WORK INSTRUCTIONS: Identify all lines below that hold "Caputi" and collect them.
(Beginning of DATA)
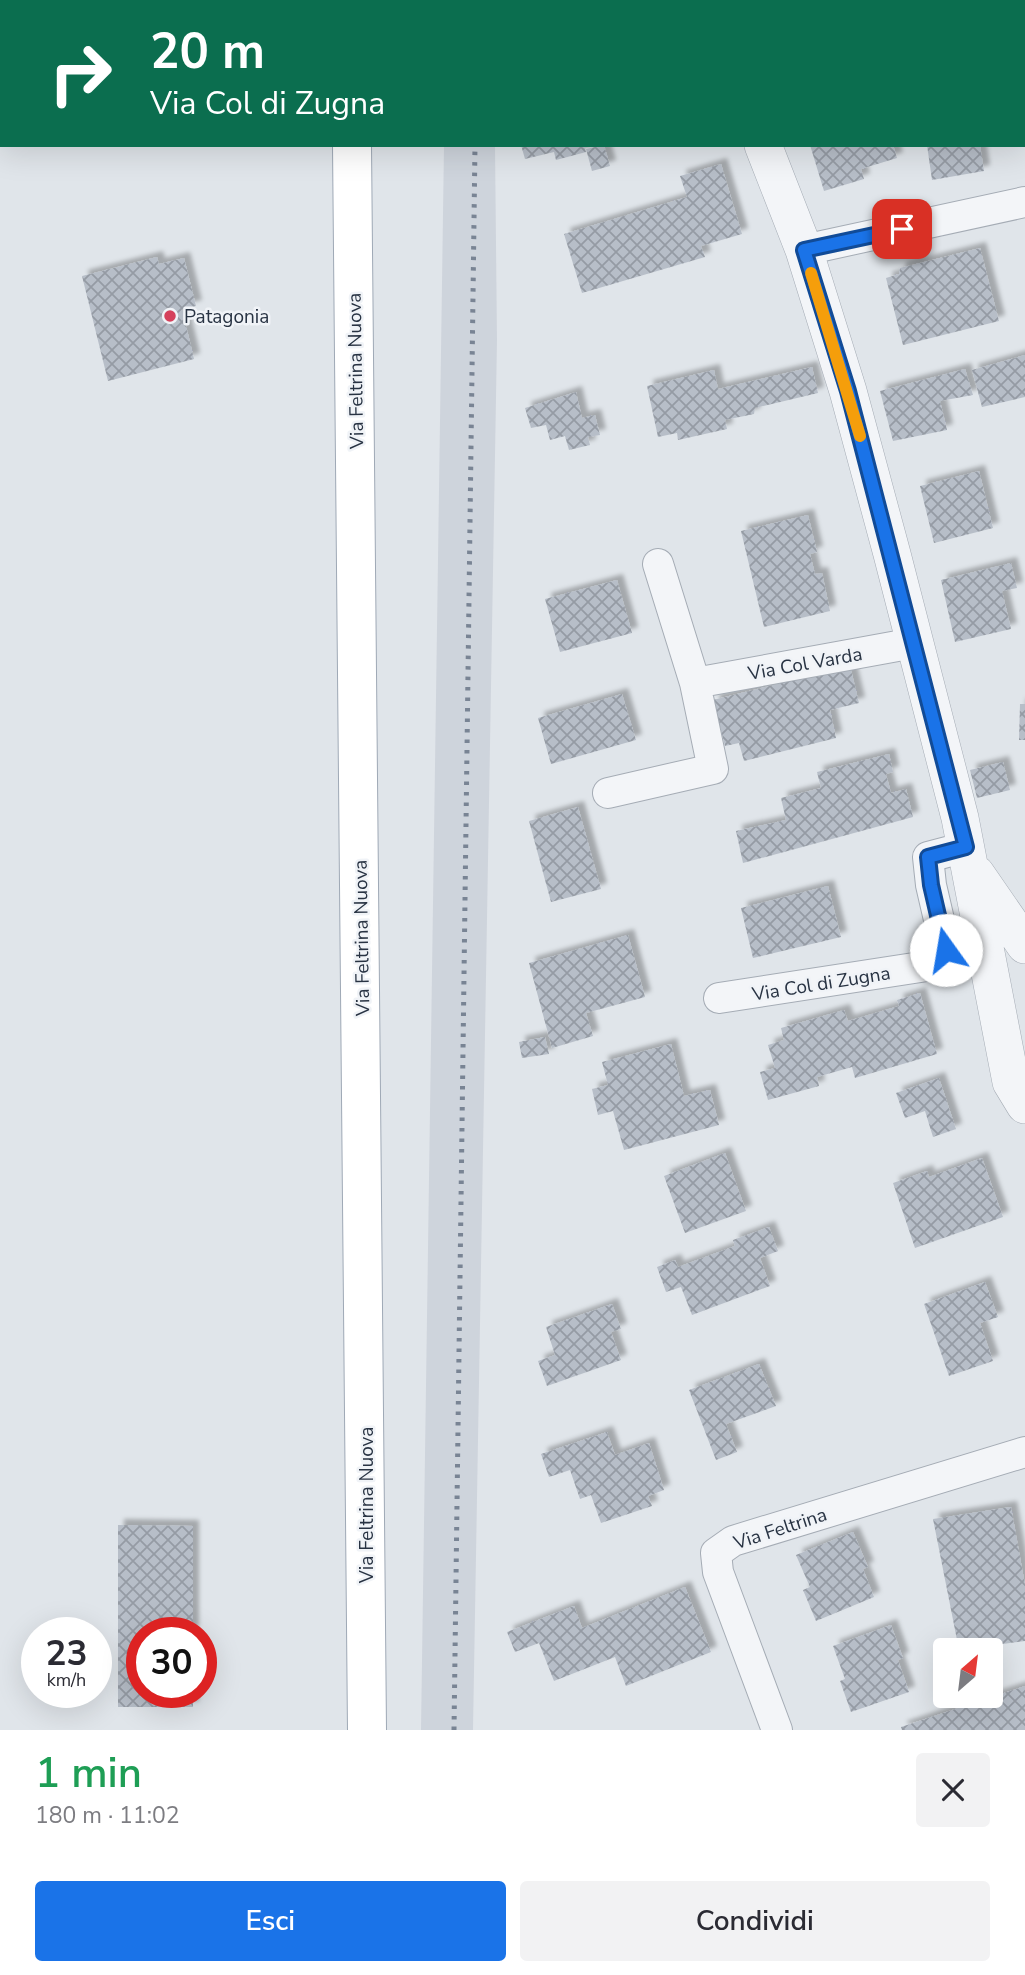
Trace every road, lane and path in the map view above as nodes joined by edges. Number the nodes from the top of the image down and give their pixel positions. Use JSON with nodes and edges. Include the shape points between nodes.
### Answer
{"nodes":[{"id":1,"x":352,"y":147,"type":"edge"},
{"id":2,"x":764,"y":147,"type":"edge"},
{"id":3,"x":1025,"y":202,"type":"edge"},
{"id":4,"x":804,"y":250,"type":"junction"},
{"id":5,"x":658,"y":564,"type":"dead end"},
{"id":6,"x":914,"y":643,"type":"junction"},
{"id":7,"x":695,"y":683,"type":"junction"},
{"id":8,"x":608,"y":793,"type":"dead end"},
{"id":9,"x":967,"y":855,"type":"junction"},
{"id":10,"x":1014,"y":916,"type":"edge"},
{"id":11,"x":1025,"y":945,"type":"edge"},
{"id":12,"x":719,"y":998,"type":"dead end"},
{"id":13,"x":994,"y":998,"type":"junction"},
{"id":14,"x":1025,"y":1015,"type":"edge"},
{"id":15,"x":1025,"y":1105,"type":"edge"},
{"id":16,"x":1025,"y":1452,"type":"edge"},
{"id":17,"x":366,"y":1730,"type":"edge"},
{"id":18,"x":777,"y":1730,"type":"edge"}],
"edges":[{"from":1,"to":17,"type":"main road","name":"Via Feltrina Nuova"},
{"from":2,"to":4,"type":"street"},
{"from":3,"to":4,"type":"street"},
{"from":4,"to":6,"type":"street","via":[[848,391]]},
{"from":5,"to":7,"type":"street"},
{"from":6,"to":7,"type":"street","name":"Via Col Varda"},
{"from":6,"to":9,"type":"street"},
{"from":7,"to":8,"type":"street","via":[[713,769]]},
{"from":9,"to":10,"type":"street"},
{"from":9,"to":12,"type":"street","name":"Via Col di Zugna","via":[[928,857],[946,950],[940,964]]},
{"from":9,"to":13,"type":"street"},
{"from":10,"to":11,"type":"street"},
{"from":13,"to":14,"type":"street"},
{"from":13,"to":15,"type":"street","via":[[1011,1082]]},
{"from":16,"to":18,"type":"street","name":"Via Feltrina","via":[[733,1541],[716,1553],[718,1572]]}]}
(End of DATA)
(Beginning of DATA)
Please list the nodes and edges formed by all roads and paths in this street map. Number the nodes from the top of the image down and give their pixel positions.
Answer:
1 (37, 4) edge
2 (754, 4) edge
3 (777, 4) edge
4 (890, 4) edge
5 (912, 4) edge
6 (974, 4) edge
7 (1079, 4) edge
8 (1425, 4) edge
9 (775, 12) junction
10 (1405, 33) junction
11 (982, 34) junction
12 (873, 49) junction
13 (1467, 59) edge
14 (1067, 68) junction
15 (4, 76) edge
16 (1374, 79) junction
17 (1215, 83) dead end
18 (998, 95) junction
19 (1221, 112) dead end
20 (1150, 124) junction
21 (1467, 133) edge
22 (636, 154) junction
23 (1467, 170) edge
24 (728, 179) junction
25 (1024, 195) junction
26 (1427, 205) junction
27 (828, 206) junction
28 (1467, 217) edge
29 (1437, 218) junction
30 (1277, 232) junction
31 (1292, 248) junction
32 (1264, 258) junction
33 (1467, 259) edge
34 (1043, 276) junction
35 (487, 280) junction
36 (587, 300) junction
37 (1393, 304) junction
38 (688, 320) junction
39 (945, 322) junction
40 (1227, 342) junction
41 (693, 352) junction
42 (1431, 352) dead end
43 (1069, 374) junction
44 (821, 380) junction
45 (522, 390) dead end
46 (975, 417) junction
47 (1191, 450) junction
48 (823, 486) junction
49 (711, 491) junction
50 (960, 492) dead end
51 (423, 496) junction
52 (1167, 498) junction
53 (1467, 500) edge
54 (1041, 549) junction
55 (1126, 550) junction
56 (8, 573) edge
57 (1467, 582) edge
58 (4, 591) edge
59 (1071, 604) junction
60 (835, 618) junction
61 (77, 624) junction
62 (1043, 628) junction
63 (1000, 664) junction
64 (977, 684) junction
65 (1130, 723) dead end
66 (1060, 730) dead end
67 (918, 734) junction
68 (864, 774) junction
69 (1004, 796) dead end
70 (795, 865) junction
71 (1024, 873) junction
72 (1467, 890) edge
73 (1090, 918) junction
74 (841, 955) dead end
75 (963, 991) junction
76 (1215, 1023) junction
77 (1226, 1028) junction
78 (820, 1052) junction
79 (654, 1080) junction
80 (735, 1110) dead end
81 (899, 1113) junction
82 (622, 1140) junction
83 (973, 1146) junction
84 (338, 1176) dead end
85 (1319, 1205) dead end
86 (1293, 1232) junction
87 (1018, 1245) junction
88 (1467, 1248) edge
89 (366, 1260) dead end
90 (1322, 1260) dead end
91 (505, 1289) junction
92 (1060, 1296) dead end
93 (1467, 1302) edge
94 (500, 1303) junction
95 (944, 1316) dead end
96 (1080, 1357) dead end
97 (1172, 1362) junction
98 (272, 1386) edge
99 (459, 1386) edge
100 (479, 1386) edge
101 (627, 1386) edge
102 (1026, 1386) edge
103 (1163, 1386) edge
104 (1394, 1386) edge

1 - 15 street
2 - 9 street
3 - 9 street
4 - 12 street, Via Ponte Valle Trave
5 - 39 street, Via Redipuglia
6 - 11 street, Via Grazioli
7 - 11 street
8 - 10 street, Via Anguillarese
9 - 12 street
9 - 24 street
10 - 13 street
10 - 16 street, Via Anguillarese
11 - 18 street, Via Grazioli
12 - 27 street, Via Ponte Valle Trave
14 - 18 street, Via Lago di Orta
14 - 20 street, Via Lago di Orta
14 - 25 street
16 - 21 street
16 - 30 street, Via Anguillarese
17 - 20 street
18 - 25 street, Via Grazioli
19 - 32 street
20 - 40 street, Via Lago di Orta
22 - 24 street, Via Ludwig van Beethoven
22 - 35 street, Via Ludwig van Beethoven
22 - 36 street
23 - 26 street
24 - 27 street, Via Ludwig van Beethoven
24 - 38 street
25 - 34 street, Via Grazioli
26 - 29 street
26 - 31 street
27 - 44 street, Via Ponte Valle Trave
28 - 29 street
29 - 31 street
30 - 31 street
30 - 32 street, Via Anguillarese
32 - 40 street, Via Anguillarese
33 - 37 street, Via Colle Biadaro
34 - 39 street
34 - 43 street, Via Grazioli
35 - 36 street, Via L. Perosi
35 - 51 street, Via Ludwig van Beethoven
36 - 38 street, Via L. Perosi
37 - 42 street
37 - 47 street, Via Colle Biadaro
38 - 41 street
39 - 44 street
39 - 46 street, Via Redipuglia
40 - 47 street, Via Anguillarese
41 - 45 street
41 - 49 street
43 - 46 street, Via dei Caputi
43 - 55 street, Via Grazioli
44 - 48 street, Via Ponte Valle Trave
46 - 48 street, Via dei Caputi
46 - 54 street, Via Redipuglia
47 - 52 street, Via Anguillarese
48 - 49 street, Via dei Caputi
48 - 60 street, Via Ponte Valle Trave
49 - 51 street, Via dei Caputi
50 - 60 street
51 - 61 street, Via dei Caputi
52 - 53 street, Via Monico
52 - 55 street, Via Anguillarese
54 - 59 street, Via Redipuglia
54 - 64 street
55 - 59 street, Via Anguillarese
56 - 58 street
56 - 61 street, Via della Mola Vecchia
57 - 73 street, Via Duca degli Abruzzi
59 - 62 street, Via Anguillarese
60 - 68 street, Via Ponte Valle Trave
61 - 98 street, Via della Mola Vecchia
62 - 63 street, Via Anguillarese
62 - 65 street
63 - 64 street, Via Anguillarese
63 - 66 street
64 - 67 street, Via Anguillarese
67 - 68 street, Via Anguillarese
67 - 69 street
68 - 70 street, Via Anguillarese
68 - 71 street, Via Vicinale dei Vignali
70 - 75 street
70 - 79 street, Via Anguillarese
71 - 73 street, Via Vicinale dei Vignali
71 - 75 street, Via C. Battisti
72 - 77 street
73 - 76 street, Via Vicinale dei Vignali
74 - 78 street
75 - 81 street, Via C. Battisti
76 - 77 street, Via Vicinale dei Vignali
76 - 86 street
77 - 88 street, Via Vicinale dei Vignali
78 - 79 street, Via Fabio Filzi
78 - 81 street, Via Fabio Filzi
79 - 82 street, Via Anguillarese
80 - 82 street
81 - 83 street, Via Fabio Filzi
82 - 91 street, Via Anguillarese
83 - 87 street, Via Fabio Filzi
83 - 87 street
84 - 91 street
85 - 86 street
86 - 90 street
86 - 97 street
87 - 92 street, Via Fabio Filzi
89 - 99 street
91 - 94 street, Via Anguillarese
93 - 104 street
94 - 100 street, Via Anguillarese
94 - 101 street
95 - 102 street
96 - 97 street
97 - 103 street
(End of DATA)
(Beginning of DATA)
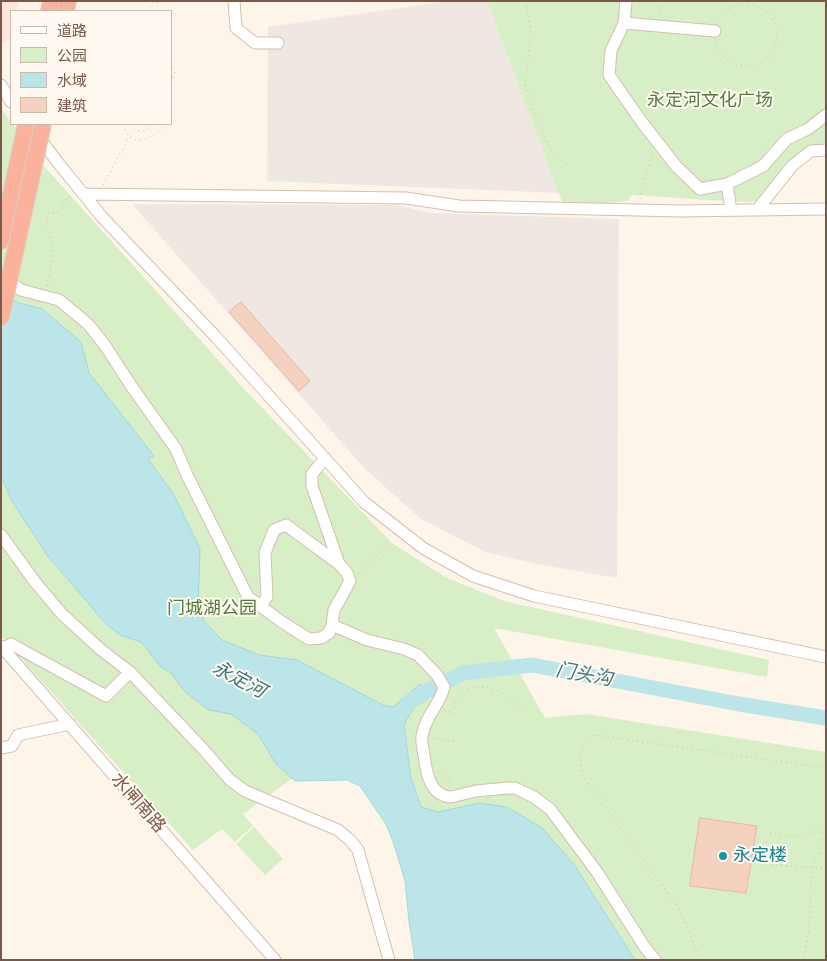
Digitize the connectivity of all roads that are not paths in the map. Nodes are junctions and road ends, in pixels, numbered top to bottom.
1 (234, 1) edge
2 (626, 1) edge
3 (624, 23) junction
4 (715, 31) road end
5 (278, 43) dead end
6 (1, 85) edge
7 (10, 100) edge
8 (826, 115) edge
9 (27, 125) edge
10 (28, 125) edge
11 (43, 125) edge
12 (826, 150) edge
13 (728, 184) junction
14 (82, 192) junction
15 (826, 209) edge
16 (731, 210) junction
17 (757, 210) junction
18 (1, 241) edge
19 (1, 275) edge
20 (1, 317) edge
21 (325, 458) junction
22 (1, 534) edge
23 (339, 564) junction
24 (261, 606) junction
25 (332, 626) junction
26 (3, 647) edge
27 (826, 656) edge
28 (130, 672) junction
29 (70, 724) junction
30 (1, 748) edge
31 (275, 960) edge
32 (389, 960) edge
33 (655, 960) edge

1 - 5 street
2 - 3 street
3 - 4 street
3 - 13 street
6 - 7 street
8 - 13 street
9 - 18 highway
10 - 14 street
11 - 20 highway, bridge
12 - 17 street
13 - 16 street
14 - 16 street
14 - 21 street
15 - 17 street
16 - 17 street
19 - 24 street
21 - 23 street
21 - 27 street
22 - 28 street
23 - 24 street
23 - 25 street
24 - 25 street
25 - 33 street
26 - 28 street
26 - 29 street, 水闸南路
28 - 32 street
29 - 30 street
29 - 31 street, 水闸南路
(End of DATA)
RESULT BELOW:
43 - 46 street, Via dei Caputi
46 - 48 street, Via dei Caputi
48 - 49 street, Via dei Caputi
49 - 51 street, Via dei Caputi
51 - 61 street, Via dei Caputi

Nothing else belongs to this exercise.